Personal information
- Full name: Simon Laurence John McLeod Hawk
- Born: 22 September 1979 (age 46) Paddington, London, England
- Batting: Right-handed
- Bowling: Right-arm medium

Domestic team information
- 2003: Durham UCCE

Career statistics
| Competition | First-class |
| Matches | 2 |
| Runs scored | 81 |
| Batting average | 20.25 |
| 100s/50s | –/1 |
| Top score | 59 |
| Balls bowled | – |
| Wickets | – |
| Bowling average | – |
| 5 wickets in innings | – |
| 10 wickets in match | – |
| Best bowling | – |
| Catches/stumpings | –/– |
- Source: Cricinfo, 21 August 2011

= Simon Hawk =

English cricketer (born 1979)

Simon Laurence John McLeod Hawk (born 22 September 1979) is an English cricketer. Hawk is a right-handed batsman who bowls right-arm medium pace. He was born in Paddington, London.

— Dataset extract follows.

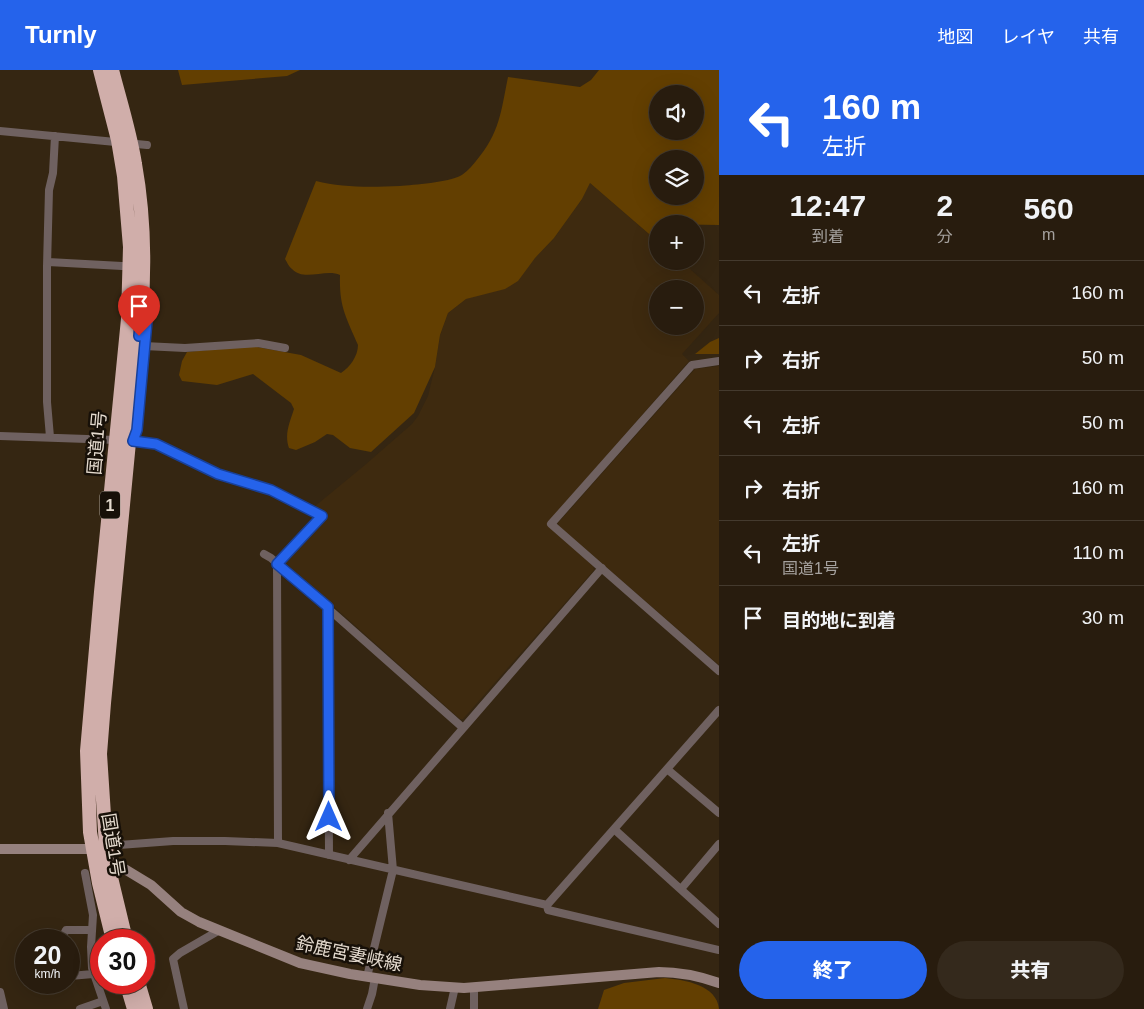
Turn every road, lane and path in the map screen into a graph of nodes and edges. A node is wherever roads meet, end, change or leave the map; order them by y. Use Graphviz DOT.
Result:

While studying for his degree at Durham University, Hawk made his first-class debut for Durham UCCE against Durham in 2003. He made a further first-class appearance in 2003, against Lancashire. In his two first-class matches, he scored 81 runs at an average of 20.25, with a high score of 59. This score came against Lancashire.

His great-uncle, Alan McCoy, played first-class cricket in New Zealand for Auckland in the early nineteen thirties.